The obtained results indicated that the tomato seeds belonging to different cultivars can be discriminated with a very high probability using the selected features calculated from the images. Therefore, the usefulness of textures of the outer surface for seed discrimination was confirmed. The models built based on sets of combined textures selected from all color channels proved to be more useful for tomato seeds discrimination than the models built separately for each color channel.

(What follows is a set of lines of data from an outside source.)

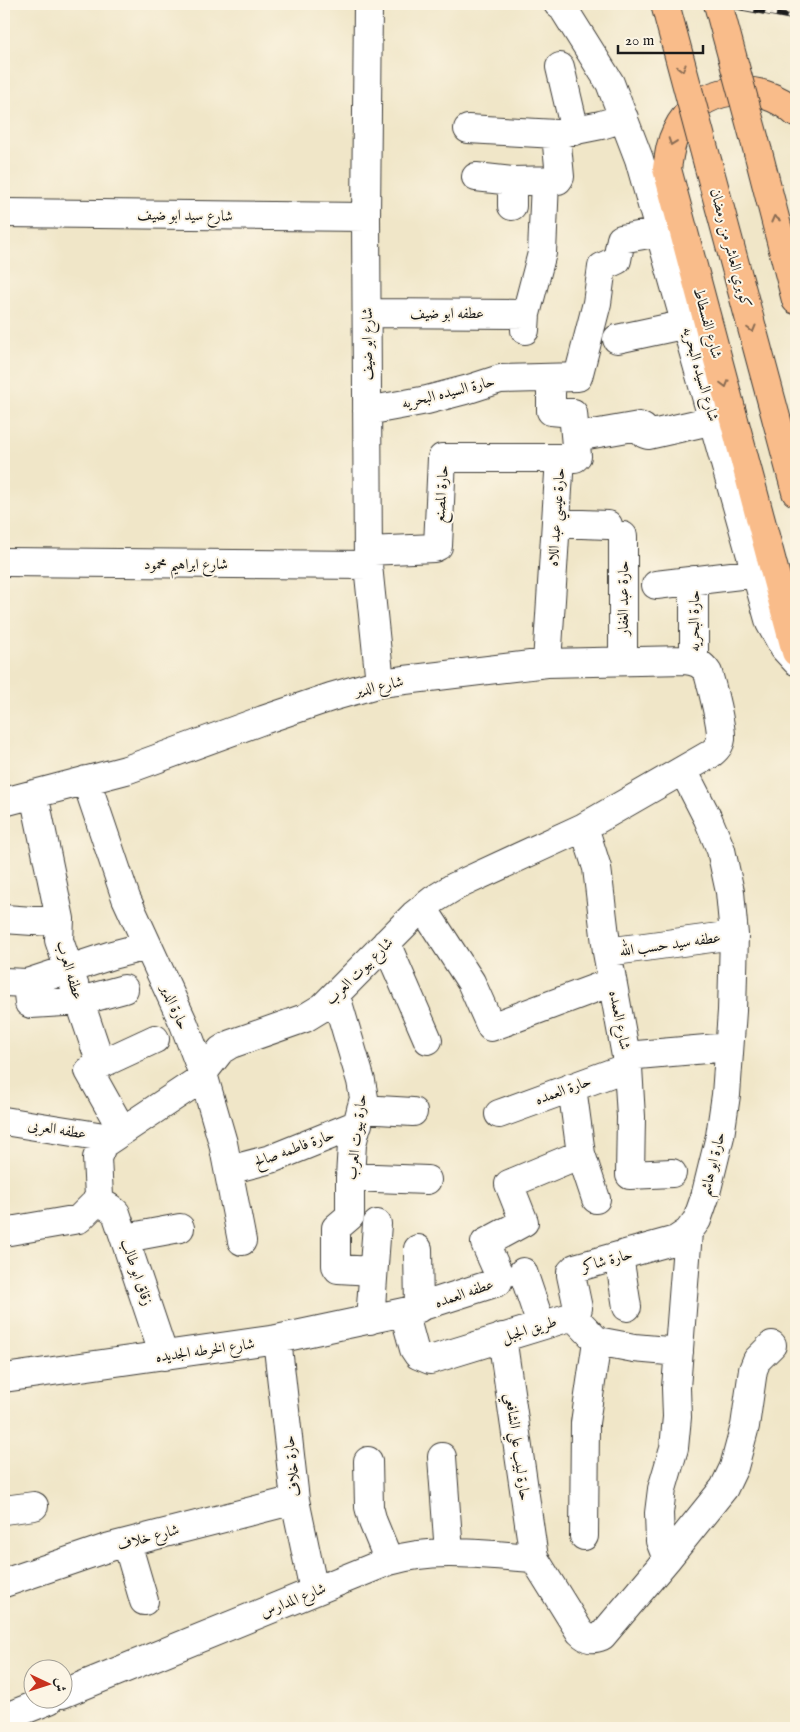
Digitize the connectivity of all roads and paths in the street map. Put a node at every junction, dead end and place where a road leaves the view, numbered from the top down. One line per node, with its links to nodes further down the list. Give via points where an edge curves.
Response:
1 (368, 4): 13 (street, شارع ابو ضيف)
2 (558, 4): 7 (street, شارع السيده البحريه, via 610,83)
3 (664, 4): 23 (main road, كوبري العاشر من رمضان, one-way to 23, bridge)
4 (718, 4): 15 (main road, one-way to 4, bridge)
5 (560, 67): 9 (street)
6 (796, 113): 30 (main road, شارع الفسطاط, one-way to 30, via 779,99 761,92 741,90 715,96 688,114 676,131 669,149 667,169)
7 (624, 118): 9 (street); 14 (street, شارع السيده البحريه)
8 (468, 129): 9 (street)
9 (566, 133): 11 (street, via 560,177)
10 (476, 177): 11 (street, via 512,193)
11 (545, 181): 16 (street, عطفه ابو ضيف, via 542,253 525,322)
12 (4, 214): 13 (street, شارع سيد ابو ضيف)
13 (366, 217): 16 (street, شارع ابو ضيف)
14 (660, 232): 17 (street, شارع السيده البحريه); 19 (street, حارة السيده البحريه, via 621,239 617,260 602,267 597,303 578,377)
15 (796, 300)
16 (367, 313): 20 (street, شارع ابو ضيف)
17 (686, 324): 18 (street); 21 (street, شارع السيده البحريه)
18 (617, 339)
19 (551, 379): 20 (street, حارة السيده البحريه, via 500,379 427,400); 22 (street, حارة عيسي عبد اللاه, via 551,411 573,412)
20 (367, 411): 25 (street, شارع ابو ضيف)
21 (714, 420): 22 (street, حارة المصنع, via 648,434 640,426); 27 (street, شارع السيده البحريه)
22 (568, 448): 24 (street, حارة عيسي عبد اللاه); 25 (street, حارة المصنع, via 442,458 438,546)
23 (796, 492)
24 (556, 523): 31 (street, حارة عبد الغفار, via 616,530); 34 (street, حارة عيسي عبد اللاه)
25 (368, 558): 26 (street, شارع ابراهيم محمود); 35 (street, شارع ابو ضيف)
26 (4, 562)
27 (758, 573): 28 (street); 33 (street, شارع السيده البحريه, via 770,623 784,648)
28 (694, 580): 29 (street); 32 (street, حارة البحريه)
29 (656, 585)
30 (796, 652)
31 (623, 660): 32 (street, شارع الدير); 34 (street, شارع الدير)
32 (694, 661): 36 (street, شارع بيوت العرب, via 708,673 721,740 714,751)
33 (796, 661)
34 (547, 663): 35 (street, شارع الدير)
35 (380, 683): 37 (street, شارع الدير, via 263,720 126,770)
36 (683, 770): 40 (street, شارع بيوت العرب); 44 (street, حارة ابو هاشم, via 721,850 730,892)
37 (86, 780): 38 (street, شارع الدير); 46 (street, حارة الدير, via 126,898)
38 (34, 794): 39 (street, شارع الدير); 43 (street, عطفه العرب)
39 (4, 802)
40 (584, 827): 41 (street, شارع بيوت العرب, via 454,887); 47 (street, شارع العمده, via 597,868)
41 (423, 908): 45 (street, شارع بيوت العرب); 50 (street, via 471,982 491,1027)
42 (4, 919): 43 (street, via 33,922)
43 (60, 919): 48 (street, عطفه العرب, via 59,940)
44 (734, 935): 47 (street, عطفه سيد حسب الله); 56 (street, حارة ابو هاشم)
45 (386, 943): 52 (street, شارع بيوت العرب); 55 (street)
46 (147, 946): 48 (street); 59 (street, حارة الدير, via 184,1024)
47 (607, 952): 50 (street, شارع العمده)
48 (69, 969): 49 (street); 53 (street, عطفه العرب)
49 (16, 982): 53 (street, via 29,1003)
50 (612, 982): 57 (street, شارع العمده)
51 (124, 989): 53 (street)
52 (336, 996): 59 (street, شارع بيوت العرب, via 305,1018 231,1044 221,1050); 63 (street, حارة بيوت العرب, via 361,1080 364,1098)
53 (80, 1001): 58 (street, عطفه العرب)
54 (155, 1039): 58 (street)
55 (428, 1040)
56 (729, 1047): 57 (street, حارة العمده); 76 (street, حارة ابو هاشم, via 720,1136 700,1212)
57 (627, 1062): 60 (street, حارة العمده); 68 (street, شارع العمده, via 631,1117 630,1175)
58 (101, 1064): 65 (street, via 89,1071)
59 (203, 1074): 65 (street, شارع بيوت العرب, via 196,1082); 67 (street, حارة الدير)
60 (572, 1087): 62 (street, حارة العمده); 66 (street)
61 (413, 1112): 63 (street)
62 (499, 1114)
63 (359, 1116): 67 (street, حارة فاطمه صالح, via 271,1158); 69 (street, حارة بيوت العرب, via 352,1144)
64 (4, 1121): 65 (street, عطفه العربى)
65 (116, 1134): 72 (street, شارع بيوت العرب, via 103,1144 97,1158 99,1196)
66 (582, 1154): 71 (street); 84 (street, عطفه العمده, via 509,1184 524,1222 485,1243 500,1280)
67 (229, 1170): 78 (street, حارة الدير)
68 (672, 1173)
69 (350, 1177): 70 (street); 81 (street, حارة بيوت العرب, via 350,1216 336,1228 336,1268)
70 (426, 1180)
71 (596, 1199)
72 (95, 1203): 75 (street, via 79,1219); 77 (street, زقاق ابو طالب, via 110,1207 116,1213)
73 (377, 1224): 81 (street)
74 (180, 1228): 77 (street)
75 (4, 1232)
76 (688, 1232): 80 (street, حارة شاكر, via 676,1240); 92 (street, حارة ابو هاشم)
77 (126, 1238): 93 (street, زقاق ابو طالب)
78 (242, 1241)
79 (418, 1249): 84 (street)
80 (620, 1256): 83 (street); 85 (street, حارة شاكر, via 575,1268 571,1272 578,1308)
81 (373, 1271): 86 (street)
82 (523, 1272): 87 (street)
83 (627, 1306)
84 (411, 1310): 86 (street, شارع الخرطه الجديده); 88 (street, طريق الجبل, via 414,1349 418,1355 430,1360)
85 (575, 1318): 87 (street, طريق الجبل); 90 (street, طريق الجبل)
86 (370, 1320): 89 (street, شارع الخرطه الجديده)
87 (541, 1326): 88 (street, طريق الجبل)
88 (502, 1337): 103 (street, حارة لبيب علي الشافعي)
89 (277, 1339): 93 (street, شارع الخرطه الجديده); 97 (street, حارة خلاف)
90 (597, 1341): 92 (street); 100 (street, via 585,1423)
91 (772, 1345): 104 (street, via 757,1360 753,1370 745,1426 734,1467 724,1488)
92 (679, 1352): 104 (street, حارة ابو هاشم, via 675,1440 659,1513 660,1541)
93 (164, 1356): 94 (street, شارع الخرطه الجديده)
94 (4, 1378)
95 (442, 1457): 102 (street)
96 (368, 1461): 105 (street, via 369,1507)
97 (295, 1500): 101 (street, شارع خلاف); 107 (street, حارة خلاف)
98 (34, 1506): 99 (street)
99 (4, 1510)
100 (584, 1536)
101 (127, 1543): 106 (street, شارع خلاف); 108 (street)
102 (449, 1553): 103 (street, شارع المدارس); 105 (street, شارع المدارس, via 409,1555)
103 (534, 1558): 104 (street, via 580,1632 594,1640 602,1636)
104 (667, 1559)
105 (389, 1561): 107 (street, شارع المدارس)
106 (4, 1583)
107 (314, 1591): 109 (street, شارع المدارس)
108 (144, 1601)
109 (72, 1690)
110 (24, 1710): 111 (street)
111 (4, 1718)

The average accuracy reached 99.75% for distinguishing seeds ‘Green Zebra’ and ‘Ożarowski’ and in this case, the seeds ‘Ożarowski’ were correctly discriminated in 100% and the seeds ‘Green Zebra’—in 99.5%. These results are very satisfactory. Due to this, the image analysis can be applied to confirm the authenticity of the seed cultivar and avoid the adulteration that may be useful in various industries, e.g., for tomato seed processing and tomato cultivation.